The city’s decision was likely influenced by a federal cabinet decision in April to quash MOOSE’s attempts through the CTA to ensure that the city maintain the rail line at the Bayview Transit Station so it could proceed with its rail service using “running rights” under federal railway rules.

In fighting MOOSE, the city had asserted that it planned to use the Prince of Wales bridge at a later stage for rail system, but after reviews by Gatineau officials, they decided that the Prince of Wales bridge would not be the best primary rail route for interprovincial traffic, and Ottawa determined that making the link at Bayview would cause excessive congestion at the LRT transfer point.

Instead, Mayor Jim Watson said the city is seeking $10 million in federal funds to turn the bridge into a pedestrian and cycling-only crossing.

The bridge, originally opened in 1880, is run-down and the city has set barricades to prevent pedestrians and cyclists from crossing the currently unsafe structure.

MOOSE wants to connect communities as far away as Smiths Falls and Wakefield, using the bridge as a key transfer point. It would earn its revenue from real estate developers building near the service’s rail stations.

The business planned to require the city, under arcane interprovincial rail regulations, to make the tracks available for the private service by paying the city “running rights” fees. The organization interpreted federal rules that would allow it negotiate to purchase or lease rights to use the bridge at salvage rates if the city decided to end plans for rail operations over the bridge.

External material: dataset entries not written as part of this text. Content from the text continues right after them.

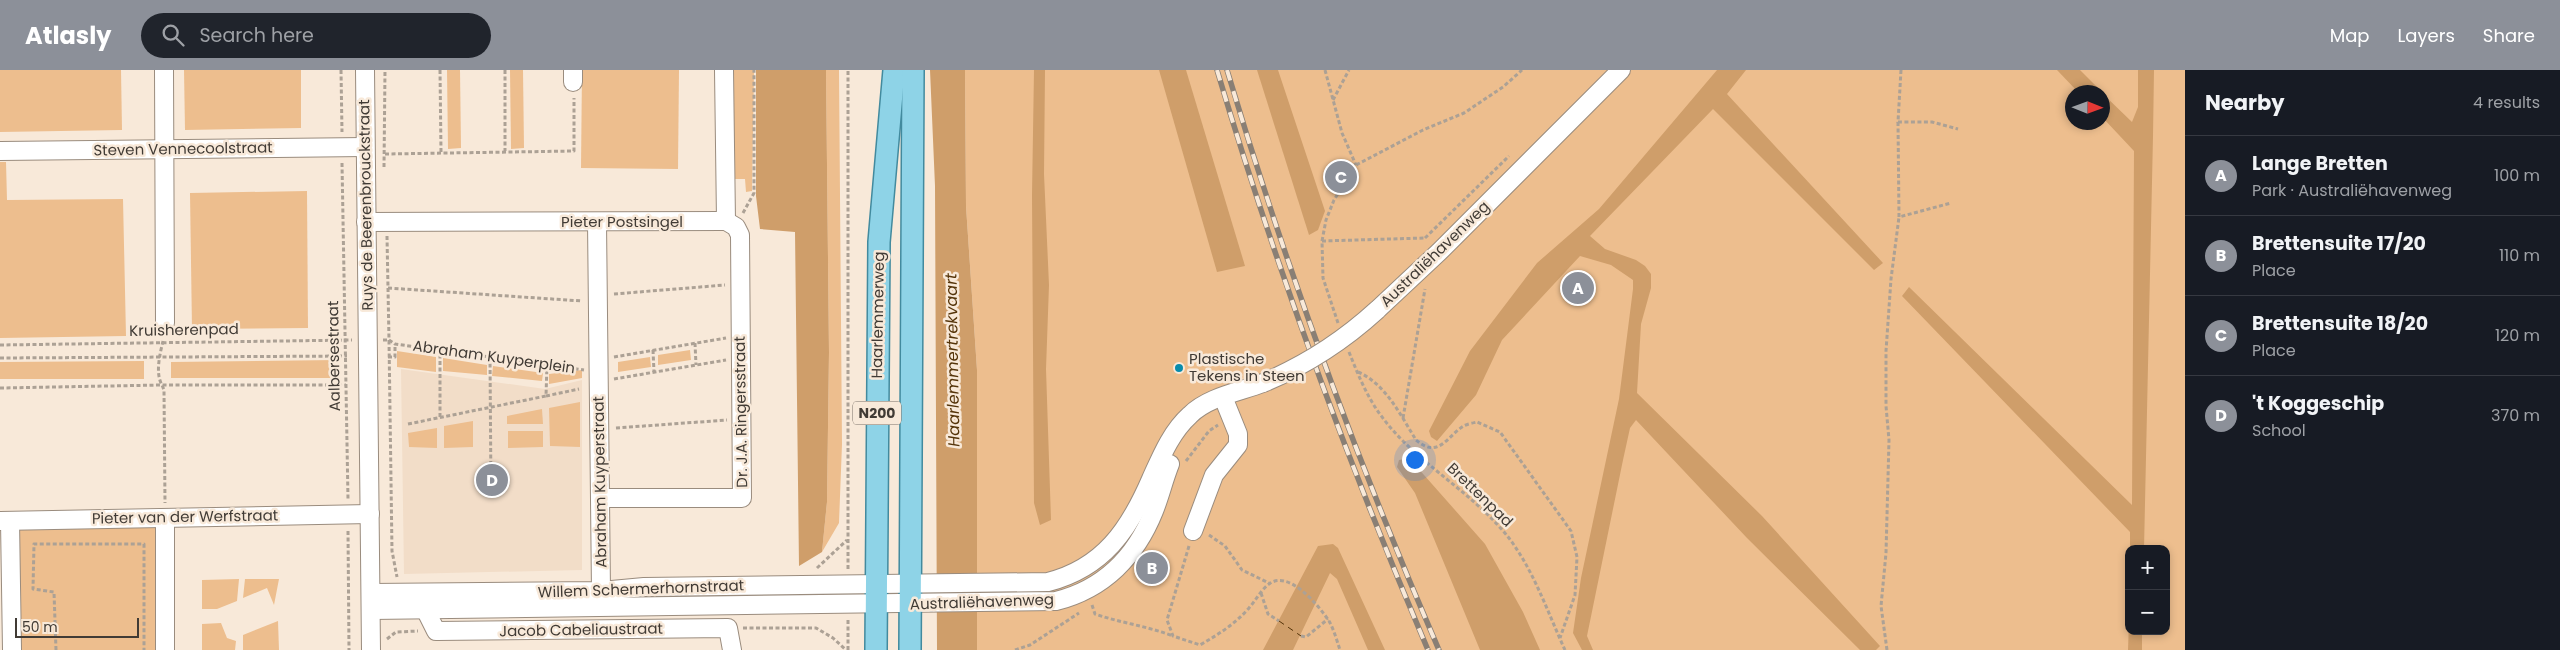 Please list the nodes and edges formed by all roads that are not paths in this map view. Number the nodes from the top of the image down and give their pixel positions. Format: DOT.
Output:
graph roads {
  1 [pos="164,70"];
  2 [pos="365,70"];
  3 [pos="724,70"];
  4 [pos="894,70"];
  5 [pos="913,70"];
  6 [pos="1621,70"];
  7 [pos="365,147"];
  8 [pos="165,149"];
  9 [pos="0,151"];
  10 [pos="366,222"];
  11 [pos="597,222"];
  12 [pos="731,224"];
  13 [pos="165,323"];
  14 [pos="1222,398"];
  15 [pos="601,498"];
  16 [pos="370,514"];
  17 [pos="165,518"];
  18 [pos="5,521"];
  19 [pos="1194,528"];
  20 [pos="601,591"];
  21 [pos="876,594"];
  22 [pos="920,594"];
  23 [pos="371,601"];
  24 [pos="426,601"];
  25 [pos="371,645"];
  26 [pos="12,650"];
  27 [pos="165,650"];
  28 [pos="732,650"];
  29 [pos="876,650"];
  30 [pos="910,650"];
  1 -- 8 [label="street"];
  2 -- 7 [label="street, Ruys de Beerenbrouckstraat"];
  3 -- 12 [label="street"];
  4 -- 21 [label="main road, Haarlemmerweg / N200"];
  5 -- 22 [label="main road, N200"];
  6 -- 14 [label="street, Australiëhavenweg, bridge"];
  7 -- 8 [label="street, Steven Vennecoolstraat"];
  7 -- 10 [label="street, Ruys de Beerenbrouckstraat"];
  8 -- 9 [label="street, Steven Vennecoolstraat"];
  8 -- 13 [label="street"];
  10 -- 11 [label="street, Pieter Postsingel"];
  10 -- 16 [label="street, Ruys de Beerenbrouckstraat"];
  11 -- 12 [label="street, Pieter Postsingel"];
  11 -- 15 [label="street, Abraham Kuyperstraat"];
  12 -- 15 [label="street, Dr. J.A. Ringersstraat"];
  14 -- 19 [label="street"];
  14 -- 22 [label="street, Australiëhavenweg"];
  14 -- 22 [label="street, Australiëhavenweg"];
  15 -- 20 [label="street, Abraham Kuyperstraat"];
  16 -- 17 [label="street, Pieter van der Werfstraat"];
  16 -- 23 [label="street"];
  17 -- 18 [label="street, Pieter van der Werfstraat"];
  17 -- 27 [label="street"];
  18 -- 26 [label="street"];
  20 -- 21 [label="street, Willem Schermerhornstraat"];
  20 -- 24 [label="street, Willem Schermerhornstraat"];
  21 -- 22 [label="street, Willem Schermerhornstraat"];
  21 -- 24 [label="street, Willem Schermerhornstraat"];
  21 -- 29 [label="main road, Haarlemmerweg / N200"];
  22 -- 30 [label="main road, N200"];
  23 -- 24 [label="street, Willem Schermerhornstraat"];
  23 -- 25 [label="street"];
  24 -- 28 [label="street, Jacob Cabeliaustraat"];
}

MOOSE had proposed funding the anticipated $50 million renovation costs to make the bridge functional for trains and pedestrians/cyclists through private sources, based on fees paid by station operators in eastern Ontario and Western Quebec, which would see property values rise near the stations.

However, even as the Canadian Transportation Agency (CTA) ruled last year in favour of MOOSE when the operator asserted that the city had illegally torn up the rail lines while constructing the Bayview LRT station, the federal cabinet intervened and made it clear that running rights provisions for a rail line discontinuance relate to goods rather than passenger traffic, and that railroads could make accommodations such as trucking or marine services when it discontinued railways.

Watson at the Sept. 24 news conference near the bridge said that he didn’t think MOOSE could raise an issue now about the decision to completely end any rail plans for the bridge.
“The (federal) cabinet was very clear,” he said. “As I’ve said many times, MOOSE has no track record in running railways. We don’t take it as a serious organization”.

However, in his letter to the CTA, Potvin wrote that the cabinet order in favour of the city earlier this year didn’t “rescind or alter” the earlier CTA decision in favour of MOOSE.  “It clarified a matter relating to operational railway requirements, but in now ay did it alter the law of the land through Crown prerogative,” Potvin wrote.

“With regard to the Chaudiere Extension railway works that are protected under Section 92.10(c) of Canada’s Constitution, the cities of Ottawa and Gatineau remain bound by federal regulatory authority,” he wrote.

Moose has asked the agency to issue an enforcement determination and order within 30 days, requiring the city to comply with Section 141 of the Canada Transportation Act, which sets out rules for advertising and notification for alternative operators if a railway wishes to discontinue its operations.